**Problem**
Repeat the records below exactly, leaving out any pictures.

*** Records for this task Section Begins ***

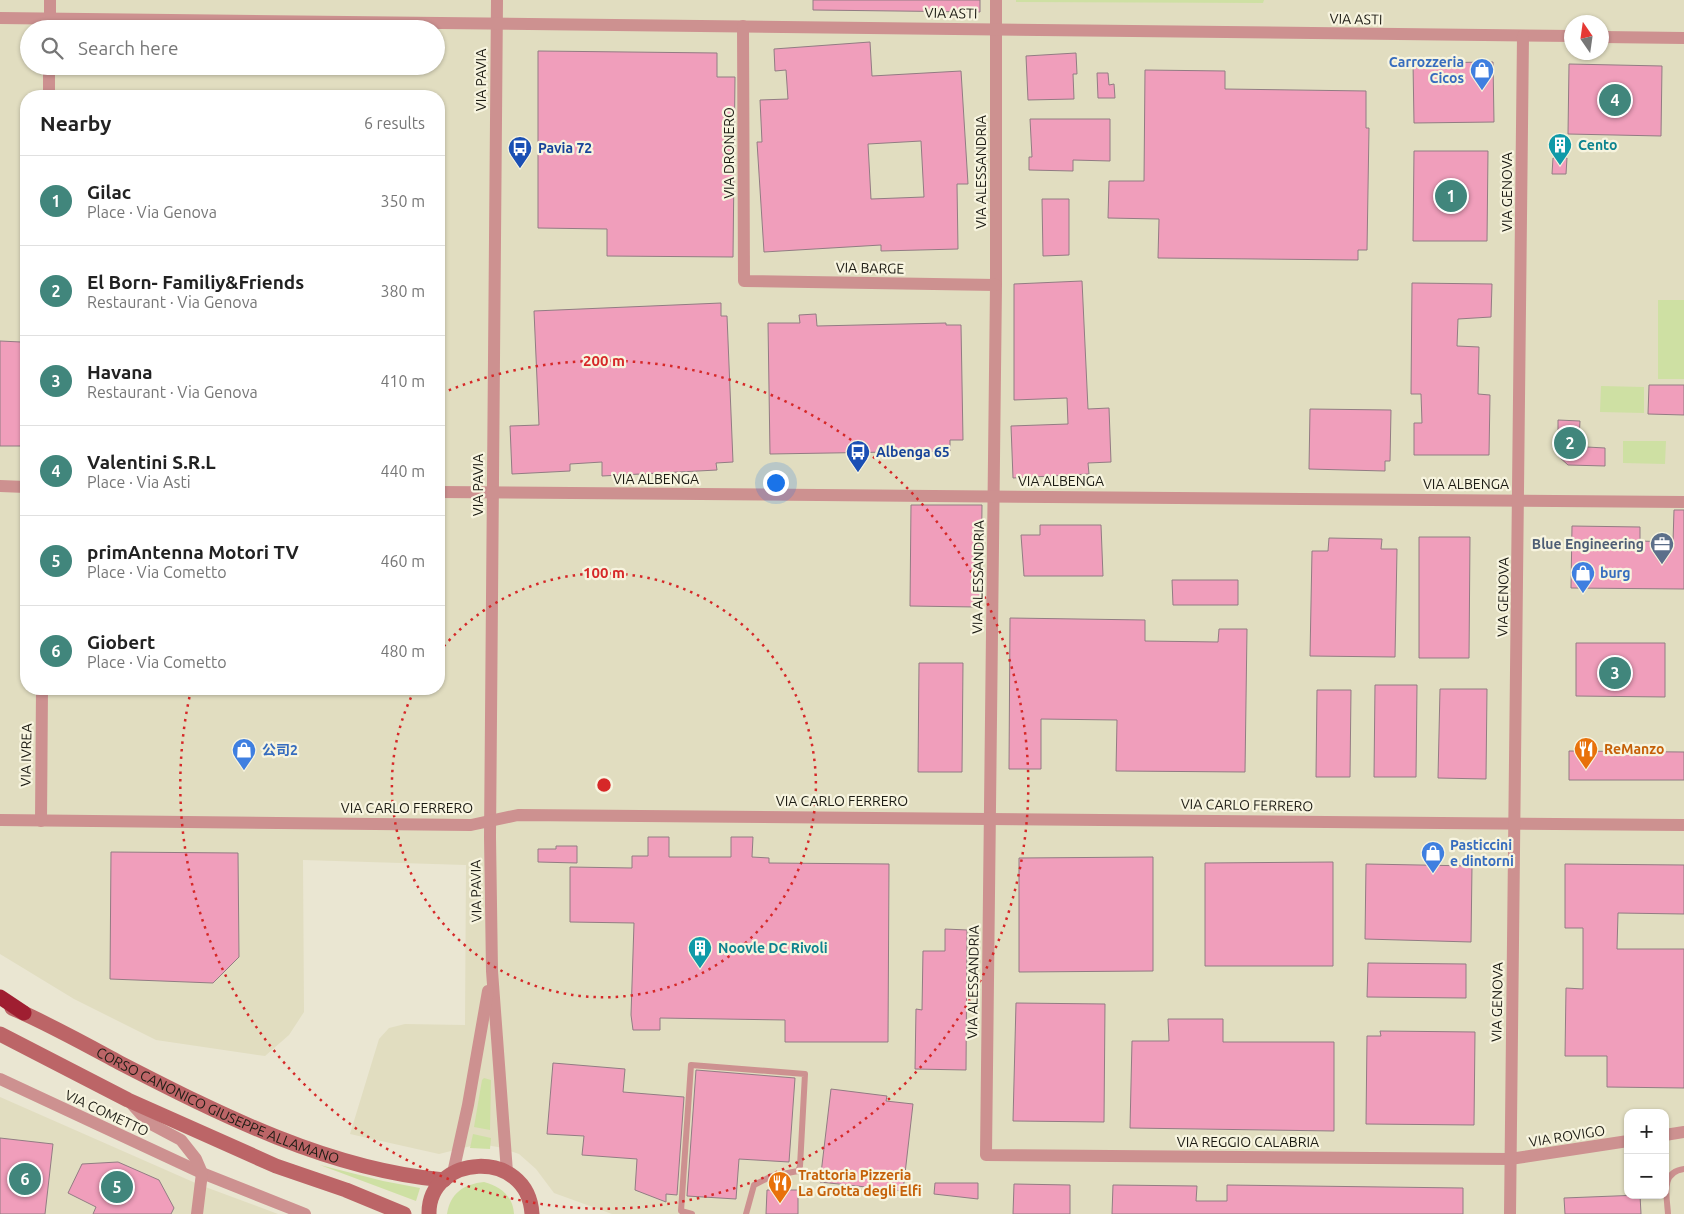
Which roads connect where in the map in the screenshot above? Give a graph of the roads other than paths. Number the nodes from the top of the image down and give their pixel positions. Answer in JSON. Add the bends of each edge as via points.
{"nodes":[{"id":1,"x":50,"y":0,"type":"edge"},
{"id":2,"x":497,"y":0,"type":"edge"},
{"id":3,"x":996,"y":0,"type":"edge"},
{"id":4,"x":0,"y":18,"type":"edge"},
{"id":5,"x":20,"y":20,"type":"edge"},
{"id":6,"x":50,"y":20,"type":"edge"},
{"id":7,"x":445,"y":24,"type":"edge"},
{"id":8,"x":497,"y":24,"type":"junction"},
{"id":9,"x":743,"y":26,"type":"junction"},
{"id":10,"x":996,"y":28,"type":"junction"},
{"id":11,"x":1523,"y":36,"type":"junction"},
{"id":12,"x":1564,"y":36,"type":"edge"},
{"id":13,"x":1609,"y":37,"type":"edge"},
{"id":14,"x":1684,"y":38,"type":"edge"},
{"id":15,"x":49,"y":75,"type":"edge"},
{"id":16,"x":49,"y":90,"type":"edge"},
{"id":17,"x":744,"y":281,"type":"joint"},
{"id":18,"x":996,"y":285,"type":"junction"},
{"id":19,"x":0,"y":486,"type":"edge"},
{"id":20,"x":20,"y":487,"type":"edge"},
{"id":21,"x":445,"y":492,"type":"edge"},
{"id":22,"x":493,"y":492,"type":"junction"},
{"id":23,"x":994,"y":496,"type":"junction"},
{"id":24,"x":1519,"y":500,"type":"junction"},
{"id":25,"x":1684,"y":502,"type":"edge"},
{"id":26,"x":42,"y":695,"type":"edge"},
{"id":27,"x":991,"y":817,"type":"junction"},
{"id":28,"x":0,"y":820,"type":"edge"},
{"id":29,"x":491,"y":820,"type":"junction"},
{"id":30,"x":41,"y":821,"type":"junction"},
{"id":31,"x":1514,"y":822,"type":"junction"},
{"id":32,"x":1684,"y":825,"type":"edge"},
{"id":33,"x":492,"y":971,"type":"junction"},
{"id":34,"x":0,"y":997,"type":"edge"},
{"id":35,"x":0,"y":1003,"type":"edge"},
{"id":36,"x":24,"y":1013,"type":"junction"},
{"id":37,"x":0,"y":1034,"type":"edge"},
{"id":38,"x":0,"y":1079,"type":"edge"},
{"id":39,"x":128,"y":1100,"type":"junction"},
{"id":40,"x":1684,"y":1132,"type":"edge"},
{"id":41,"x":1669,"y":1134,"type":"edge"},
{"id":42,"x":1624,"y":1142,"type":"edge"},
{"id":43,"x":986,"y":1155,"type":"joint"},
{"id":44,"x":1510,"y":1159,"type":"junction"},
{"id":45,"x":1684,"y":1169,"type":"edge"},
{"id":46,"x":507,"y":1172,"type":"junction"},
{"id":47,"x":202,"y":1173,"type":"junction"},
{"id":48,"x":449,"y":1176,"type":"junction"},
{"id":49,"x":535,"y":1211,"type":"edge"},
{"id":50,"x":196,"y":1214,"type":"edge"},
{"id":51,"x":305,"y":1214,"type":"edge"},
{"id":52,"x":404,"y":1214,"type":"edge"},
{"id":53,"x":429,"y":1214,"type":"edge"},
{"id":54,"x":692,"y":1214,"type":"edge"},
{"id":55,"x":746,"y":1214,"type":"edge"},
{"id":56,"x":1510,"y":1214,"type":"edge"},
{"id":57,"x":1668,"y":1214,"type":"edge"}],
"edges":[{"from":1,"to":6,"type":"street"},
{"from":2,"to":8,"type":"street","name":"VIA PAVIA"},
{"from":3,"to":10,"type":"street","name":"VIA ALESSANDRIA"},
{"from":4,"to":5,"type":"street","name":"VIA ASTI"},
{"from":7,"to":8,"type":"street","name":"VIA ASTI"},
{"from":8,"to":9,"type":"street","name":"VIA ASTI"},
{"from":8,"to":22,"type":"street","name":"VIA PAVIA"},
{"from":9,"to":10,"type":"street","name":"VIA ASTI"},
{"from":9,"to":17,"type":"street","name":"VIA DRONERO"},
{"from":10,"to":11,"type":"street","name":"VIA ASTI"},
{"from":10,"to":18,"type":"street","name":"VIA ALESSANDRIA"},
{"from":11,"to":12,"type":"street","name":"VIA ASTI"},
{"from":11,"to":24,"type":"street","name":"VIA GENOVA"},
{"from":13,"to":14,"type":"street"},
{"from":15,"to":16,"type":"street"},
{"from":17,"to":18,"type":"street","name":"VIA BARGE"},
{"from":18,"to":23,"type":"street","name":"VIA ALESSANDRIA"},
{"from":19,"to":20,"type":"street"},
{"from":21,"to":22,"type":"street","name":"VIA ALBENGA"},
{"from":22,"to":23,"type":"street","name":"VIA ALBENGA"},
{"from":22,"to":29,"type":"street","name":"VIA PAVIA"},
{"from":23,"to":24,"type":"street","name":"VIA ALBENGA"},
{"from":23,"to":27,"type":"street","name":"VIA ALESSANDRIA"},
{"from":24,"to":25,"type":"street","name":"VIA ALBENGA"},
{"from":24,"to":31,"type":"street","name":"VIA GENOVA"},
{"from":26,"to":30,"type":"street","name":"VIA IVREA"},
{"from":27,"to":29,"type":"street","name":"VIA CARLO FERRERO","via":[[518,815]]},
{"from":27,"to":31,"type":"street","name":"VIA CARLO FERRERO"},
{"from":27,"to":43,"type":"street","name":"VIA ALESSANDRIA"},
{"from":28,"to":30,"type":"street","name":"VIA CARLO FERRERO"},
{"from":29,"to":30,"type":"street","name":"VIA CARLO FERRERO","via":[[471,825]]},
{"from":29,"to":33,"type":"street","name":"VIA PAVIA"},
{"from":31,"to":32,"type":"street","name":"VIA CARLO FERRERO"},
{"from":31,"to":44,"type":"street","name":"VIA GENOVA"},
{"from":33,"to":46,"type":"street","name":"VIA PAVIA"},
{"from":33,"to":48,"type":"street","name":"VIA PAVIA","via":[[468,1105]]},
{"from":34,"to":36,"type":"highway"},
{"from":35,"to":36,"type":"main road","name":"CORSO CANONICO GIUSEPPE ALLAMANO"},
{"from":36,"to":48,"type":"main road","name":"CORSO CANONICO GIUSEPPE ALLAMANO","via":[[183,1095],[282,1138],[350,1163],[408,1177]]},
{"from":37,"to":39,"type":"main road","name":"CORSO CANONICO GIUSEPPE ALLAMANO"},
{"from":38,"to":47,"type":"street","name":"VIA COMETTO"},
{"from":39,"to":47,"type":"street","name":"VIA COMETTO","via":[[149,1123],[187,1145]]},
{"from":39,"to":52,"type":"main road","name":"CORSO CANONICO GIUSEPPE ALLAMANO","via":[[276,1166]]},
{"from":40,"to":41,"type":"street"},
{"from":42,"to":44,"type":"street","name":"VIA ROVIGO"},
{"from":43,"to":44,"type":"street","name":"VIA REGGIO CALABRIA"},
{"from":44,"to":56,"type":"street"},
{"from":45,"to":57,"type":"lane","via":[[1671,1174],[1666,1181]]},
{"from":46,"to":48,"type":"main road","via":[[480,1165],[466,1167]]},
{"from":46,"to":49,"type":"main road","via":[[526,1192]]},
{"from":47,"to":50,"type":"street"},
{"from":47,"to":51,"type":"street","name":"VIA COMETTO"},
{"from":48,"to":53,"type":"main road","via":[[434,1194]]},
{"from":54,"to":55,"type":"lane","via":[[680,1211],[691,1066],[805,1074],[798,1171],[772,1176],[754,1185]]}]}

*** Records for this task Section Ends ***

**Output of the exercise**
Which roads connect where in the map in the screenshot above? Give a graph of the roads other than paths. Number the nodes from the top of the image down and give their pixel positions. Answer in JSON. Add the bends of each edge as via points.
{"nodes":[{"id":1,"x":50,"y":0,"type":"edge"},
{"id":2,"x":497,"y":0,"type":"edge"},
{"id":3,"x":996,"y":0,"type":"edge"},
{"id":4,"x":0,"y":18,"type":"edge"},
{"id":5,"x":20,"y":20,"type":"edge"},
{"id":6,"x":50,"y":20,"type":"edge"},
{"id":7,"x":445,"y":24,"type":"edge"},
{"id":8,"x":497,"y":24,"type":"junction"},
{"id":9,"x":743,"y":26,"type":"junction"},
{"id":10,"x":996,"y":28,"type":"junction"},
{"id":11,"x":1523,"y":36,"type":"junction"},
{"id":12,"x":1564,"y":36,"type":"edge"},
{"id":13,"x":1609,"y":37,"type":"edge"},
{"id":14,"x":1684,"y":38,"type":"edge"},
{"id":15,"x":49,"y":75,"type":"edge"},
{"id":16,"x":49,"y":90,"type":"edge"},
{"id":17,"x":744,"y":281,"type":"joint"},
{"id":18,"x":996,"y":285,"type":"junction"},
{"id":19,"x":0,"y":486,"type":"edge"},
{"id":20,"x":20,"y":487,"type":"edge"},
{"id":21,"x":445,"y":492,"type":"edge"},
{"id":22,"x":493,"y":492,"type":"junction"},
{"id":23,"x":994,"y":496,"type":"junction"},
{"id":24,"x":1519,"y":500,"type":"junction"},
{"id":25,"x":1684,"y":502,"type":"edge"},
{"id":26,"x":42,"y":695,"type":"edge"},
{"id":27,"x":991,"y":817,"type":"junction"},
{"id":28,"x":0,"y":820,"type":"edge"},
{"id":29,"x":491,"y":820,"type":"junction"},
{"id":30,"x":41,"y":821,"type":"junction"},
{"id":31,"x":1514,"y":822,"type":"junction"},
{"id":32,"x":1684,"y":825,"type":"edge"},
{"id":33,"x":492,"y":971,"type":"junction"},
{"id":34,"x":0,"y":997,"type":"edge"},
{"id":35,"x":0,"y":1003,"type":"edge"},
{"id":36,"x":24,"y":1013,"type":"junction"},
{"id":37,"x":0,"y":1034,"type":"edge"},
{"id":38,"x":0,"y":1079,"type":"edge"},
{"id":39,"x":128,"y":1100,"type":"junction"},
{"id":40,"x":1684,"y":1132,"type":"edge"},
{"id":41,"x":1669,"y":1134,"type":"edge"},
{"id":42,"x":1624,"y":1142,"type":"edge"},
{"id":43,"x":986,"y":1155,"type":"joint"},
{"id":44,"x":1510,"y":1159,"type":"junction"},
{"id":45,"x":1684,"y":1169,"type":"edge"},
{"id":46,"x":507,"y":1172,"type":"junction"},
{"id":47,"x":202,"y":1173,"type":"junction"},
{"id":48,"x":449,"y":1176,"type":"junction"},
{"id":49,"x":535,"y":1211,"type":"edge"},
{"id":50,"x":196,"y":1214,"type":"edge"},
{"id":51,"x":305,"y":1214,"type":"edge"},
{"id":52,"x":404,"y":1214,"type":"edge"},
{"id":53,"x":429,"y":1214,"type":"edge"},
{"id":54,"x":692,"y":1214,"type":"edge"},
{"id":55,"x":746,"y":1214,"type":"edge"},
{"id":56,"x":1510,"y":1214,"type":"edge"},
{"id":57,"x":1668,"y":1214,"type":"edge"}],
"edges":[{"from":1,"to":6,"type":"street"},
{"from":2,"to":8,"type":"street","name":"VIA PAVIA"},
{"from":3,"to":10,"type":"street","name":"VIA ALESSANDRIA"},
{"from":4,"to":5,"type":"street","name":"VIA ASTI"},
{"from":7,"to":8,"type":"street","name":"VIA ASTI"},
{"from":8,"to":9,"type":"street","name":"VIA ASTI"},
{"from":8,"to":22,"type":"street","name":"VIA PAVIA"},
{"from":9,"to":10,"type":"street","name":"VIA ASTI"},
{"from":9,"to":17,"type":"street","name":"VIA DRONERO"},
{"from":10,"to":11,"type":"street","name":"VIA ASTI"},
{"from":10,"to":18,"type":"street","name":"VIA ALESSANDRIA"},
{"from":11,"to":12,"type":"street","name":"VIA ASTI"},
{"from":11,"to":24,"type":"street","name":"VIA GENOVA"},
{"from":13,"to":14,"type":"street"},
{"from":15,"to":16,"type":"street"},
{"from":17,"to":18,"type":"street","name":"VIA BARGE"},
{"from":18,"to":23,"type":"street","name":"VIA ALESSANDRIA"},
{"from":19,"to":20,"type":"street"},
{"from":21,"to":22,"type":"street","name":"VIA ALBENGA"},
{"from":22,"to":23,"type":"street","name":"VIA ALBENGA"},
{"from":22,"to":29,"type":"street","name":"VIA PAVIA"},
{"from":23,"to":24,"type":"street","name":"VIA ALBENGA"},
{"from":23,"to":27,"type":"street","name":"VIA ALESSANDRIA"},
{"from":24,"to":25,"type":"street","name":"VIA ALBENGA"},
{"from":24,"to":31,"type":"street","name":"VIA GENOVA"},
{"from":26,"to":30,"type":"street","name":"VIA IVREA"},
{"from":27,"to":29,"type":"street","name":"VIA CARLO FERRERO","via":[[518,815]]},
{"from":27,"to":31,"type":"street","name":"VIA CARLO FERRERO"},
{"from":27,"to":43,"type":"street","name":"VIA ALESSANDRIA"},
{"from":28,"to":30,"type":"street","name":"VIA CARLO FERRERO"},
{"from":29,"to":30,"type":"street","name":"VIA CARLO FERRERO","via":[[471,825]]},
{"from":29,"to":33,"type":"street","name":"VIA PAVIA"},
{"from":31,"to":32,"type":"street","name":"VIA CARLO FERRERO"},
{"from":31,"to":44,"type":"street","name":"VIA GENOVA"},
{"from":33,"to":46,"type":"street","name":"VIA PAVIA"},
{"from":33,"to":48,"type":"street","name":"VIA PAVIA","via":[[468,1105]]},
{"from":34,"to":36,"type":"highway"},
{"from":35,"to":36,"type":"main road","name":"CORSO CANONICO GIUSEPPE ALLAMANO"},
{"from":36,"to":48,"type":"main road","name":"CORSO CANONICO GIUSEPPE ALLAMANO","via":[[183,1095],[282,1138],[350,1163],[408,1177]]},
{"from":37,"to":39,"type":"main road","name":"CORSO CANONICO GIUSEPPE ALLAMANO"},
{"from":38,"to":47,"type":"street","name":"VIA COMETTO"},
{"from":39,"to":47,"type":"street","name":"VIA COMETTO","via":[[149,1123],[187,1145]]},
{"from":39,"to":52,"type":"main road","name":"CORSO CANONICO GIUSEPPE ALLAMANO","via":[[276,1166]]},
{"from":40,"to":41,"type":"street"},
{"from":42,"to":44,"type":"street","name":"VIA ROVIGO"},
{"from":43,"to":44,"type":"street","name":"VIA REGGIO CALABRIA"},
{"from":44,"to":56,"type":"street"},
{"from":45,"to":57,"type":"lane","via":[[1671,1174],[1666,1181]]},
{"from":46,"to":48,"type":"main road","via":[[480,1165],[466,1167]]},
{"from":46,"to":49,"type":"main road","via":[[526,1192]]},
{"from":47,"to":50,"type":"street"},
{"from":47,"to":51,"type":"street","name":"VIA COMETTO"},
{"from":48,"to":53,"type":"main road","via":[[434,1194]]},
{"from":54,"to":55,"type":"lane","via":[[680,1211],[691,1066],[805,1074],[798,1171],[772,1176],[754,1185]]}]}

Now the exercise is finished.